▶ **WHAT THIS TASK INVOLVES**
Each entry that follows is to be copied exactly, minus any pictures.

[Stored items]
******************************

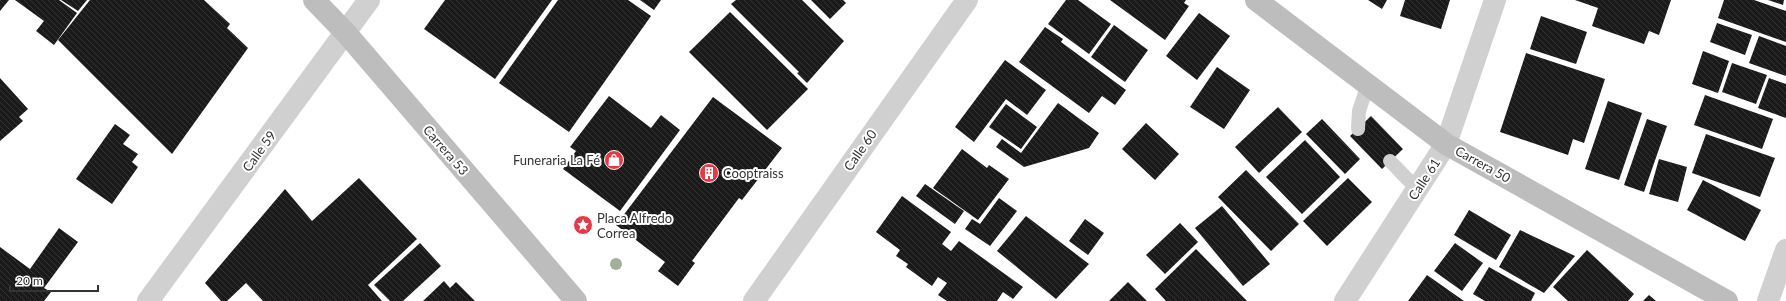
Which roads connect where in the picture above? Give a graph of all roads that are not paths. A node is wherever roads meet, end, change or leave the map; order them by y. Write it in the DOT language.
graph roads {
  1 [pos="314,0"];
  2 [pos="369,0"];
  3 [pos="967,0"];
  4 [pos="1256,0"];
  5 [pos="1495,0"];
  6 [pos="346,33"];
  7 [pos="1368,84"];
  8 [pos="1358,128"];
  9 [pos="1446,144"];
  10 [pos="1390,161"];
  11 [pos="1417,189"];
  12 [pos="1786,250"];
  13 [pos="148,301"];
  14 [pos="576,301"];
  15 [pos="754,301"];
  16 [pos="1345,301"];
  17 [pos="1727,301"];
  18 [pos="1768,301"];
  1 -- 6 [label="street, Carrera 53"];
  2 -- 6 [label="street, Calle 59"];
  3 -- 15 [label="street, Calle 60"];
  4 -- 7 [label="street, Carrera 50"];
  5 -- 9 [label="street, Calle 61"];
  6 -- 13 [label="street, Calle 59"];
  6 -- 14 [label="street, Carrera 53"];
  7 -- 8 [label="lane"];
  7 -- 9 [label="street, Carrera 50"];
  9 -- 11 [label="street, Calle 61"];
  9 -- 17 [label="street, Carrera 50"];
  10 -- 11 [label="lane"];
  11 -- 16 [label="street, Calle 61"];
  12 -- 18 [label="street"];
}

******************************

▶ **OUTPUT BELOW**
Which roads connect where in the picture above? Give a graph of all roads that are not paths. A node is wherever roads meet, end, change or leave the map; order them by y. Write it in the DOT language.
graph roads {
  1 [pos="314,0"];
  2 [pos="369,0"];
  3 [pos="967,0"];
  4 [pos="1256,0"];
  5 [pos="1495,0"];
  6 [pos="346,33"];
  7 [pos="1368,84"];
  8 [pos="1358,128"];
  9 [pos="1446,144"];
  10 [pos="1390,161"];
  11 [pos="1417,189"];
  12 [pos="1786,250"];
  13 [pos="148,301"];
  14 [pos="576,301"];
  15 [pos="754,301"];
  16 [pos="1345,301"];
  17 [pos="1727,301"];
  18 [pos="1768,301"];
  1 -- 6 [label="street, Carrera 53"];
  2 -- 6 [label="street, Calle 59"];
  3 -- 15 [label="street, Calle 60"];
  4 -- 7 [label="street, Carrera 50"];
  5 -- 9 [label="street, Calle 61"];
  6 -- 13 [label="street, Calle 59"];
  6 -- 14 [label="street, Carrera 53"];
  7 -- 8 [label="lane"];
  7 -- 9 [label="street, Carrera 50"];
  9 -- 11 [label="street, Calle 61"];
  9 -- 17 [label="street, Carrera 50"];
  10 -- 11 [label="lane"];
  11 -- 16 [label="street, Calle 61"];
  12 -- 18 [label="street"];
}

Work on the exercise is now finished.